Secretary of State for Foreign & Commonwealth Affairs of the United Kingdom of Great Britain and Northern Ireland Boris Johnson signs the U.S. Secretary of State Rex Tillerson’s Guestbook before their meeting during the Meeting of the Ministers of the Global Coalition on the Defeat of ISIS at the U.S. Department of State in Washington, D.C. on March 22, 2017. [State Department Photo/ Public Domain]
There are no second acts in American life, but Boris Johnson, the former foreign secretary, London mayor and Spectator editor, is hoping there are in British politics. For three years—since fumbling the premiership to Theresa May—he and his clique have sought a do-over, a second, or third, or fourth swing at the bat. On Friday, he got it.

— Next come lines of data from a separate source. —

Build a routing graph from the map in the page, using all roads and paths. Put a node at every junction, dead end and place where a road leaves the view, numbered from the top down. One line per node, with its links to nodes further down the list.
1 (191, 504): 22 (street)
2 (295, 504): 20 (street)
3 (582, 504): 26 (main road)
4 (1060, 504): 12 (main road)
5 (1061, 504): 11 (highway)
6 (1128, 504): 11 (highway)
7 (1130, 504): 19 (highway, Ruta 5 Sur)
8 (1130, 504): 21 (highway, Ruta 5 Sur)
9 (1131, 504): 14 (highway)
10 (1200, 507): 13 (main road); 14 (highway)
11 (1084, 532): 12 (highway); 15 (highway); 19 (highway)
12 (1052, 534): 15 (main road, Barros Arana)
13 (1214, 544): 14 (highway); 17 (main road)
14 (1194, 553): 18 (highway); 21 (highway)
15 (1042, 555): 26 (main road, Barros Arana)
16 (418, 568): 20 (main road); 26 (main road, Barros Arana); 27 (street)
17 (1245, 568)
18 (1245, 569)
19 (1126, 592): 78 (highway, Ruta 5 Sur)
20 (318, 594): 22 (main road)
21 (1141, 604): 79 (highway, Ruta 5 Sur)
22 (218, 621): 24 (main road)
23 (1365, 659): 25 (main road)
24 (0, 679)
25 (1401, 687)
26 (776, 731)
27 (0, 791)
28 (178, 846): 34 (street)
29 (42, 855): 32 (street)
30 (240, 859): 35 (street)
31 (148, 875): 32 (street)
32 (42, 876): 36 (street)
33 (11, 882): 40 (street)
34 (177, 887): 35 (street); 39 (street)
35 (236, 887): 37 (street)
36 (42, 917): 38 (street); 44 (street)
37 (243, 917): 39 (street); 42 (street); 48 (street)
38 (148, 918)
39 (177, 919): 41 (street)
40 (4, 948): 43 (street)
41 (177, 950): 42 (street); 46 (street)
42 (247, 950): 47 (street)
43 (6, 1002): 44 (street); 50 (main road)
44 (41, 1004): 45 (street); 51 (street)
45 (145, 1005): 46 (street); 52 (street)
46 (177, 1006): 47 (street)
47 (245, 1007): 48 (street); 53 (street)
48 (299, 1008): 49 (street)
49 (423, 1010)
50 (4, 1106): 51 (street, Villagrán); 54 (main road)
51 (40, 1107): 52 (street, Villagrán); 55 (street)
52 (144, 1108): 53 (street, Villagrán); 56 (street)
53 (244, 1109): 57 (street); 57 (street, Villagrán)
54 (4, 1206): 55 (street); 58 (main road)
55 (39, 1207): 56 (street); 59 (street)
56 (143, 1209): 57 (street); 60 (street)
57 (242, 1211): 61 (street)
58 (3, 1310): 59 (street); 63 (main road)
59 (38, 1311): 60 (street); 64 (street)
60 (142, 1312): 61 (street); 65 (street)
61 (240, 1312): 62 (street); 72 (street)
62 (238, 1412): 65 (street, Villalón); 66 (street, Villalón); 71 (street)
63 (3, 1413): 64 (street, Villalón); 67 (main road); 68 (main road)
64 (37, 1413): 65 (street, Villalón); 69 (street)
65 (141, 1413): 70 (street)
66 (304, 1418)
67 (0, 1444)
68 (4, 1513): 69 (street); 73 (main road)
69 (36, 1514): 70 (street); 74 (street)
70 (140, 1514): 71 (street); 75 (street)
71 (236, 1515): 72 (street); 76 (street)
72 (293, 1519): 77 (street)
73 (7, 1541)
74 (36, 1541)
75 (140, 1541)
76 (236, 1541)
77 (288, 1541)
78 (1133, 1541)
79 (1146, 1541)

Johnson said Friday, in Switzerland: “We will leave the EU on October 31, deal or no deal.” The Financial Times signaled lukewarm openness to a Johnson cabinet Friday, if only to stave off a victory by hard-left Labor leader Jeremy Corbyn.
What Britain doesn’t have is time—time to further dither on Brexit, time for a protracted Conservative Party leader contest, and little time to prepare for a likely raucous visit by President Donald Trump.
It will fall on May—who Trump has quarreled with—and her presumably anointed successor to host the American leader, who is bringing all of his adult children with him, including White House senior counselors Ivanka Trump and Jared Kushner.
Media reports emphasize that Johnson and Trump are tight, spiritual kindreds even.
Trump, rarely bashful, has full-throatily backed Brexit, and cultivated a tight relationship with the movement’s celebrity front man, the now-resurgent Brexit Party leader Nigel Farage.
“I said this was going to happen, and I think that it’s a great thing,” Trump said as a candidate in 2016 after the referendum result. He was speaking at his golf course in Scotland. “Basically, they took back their country.”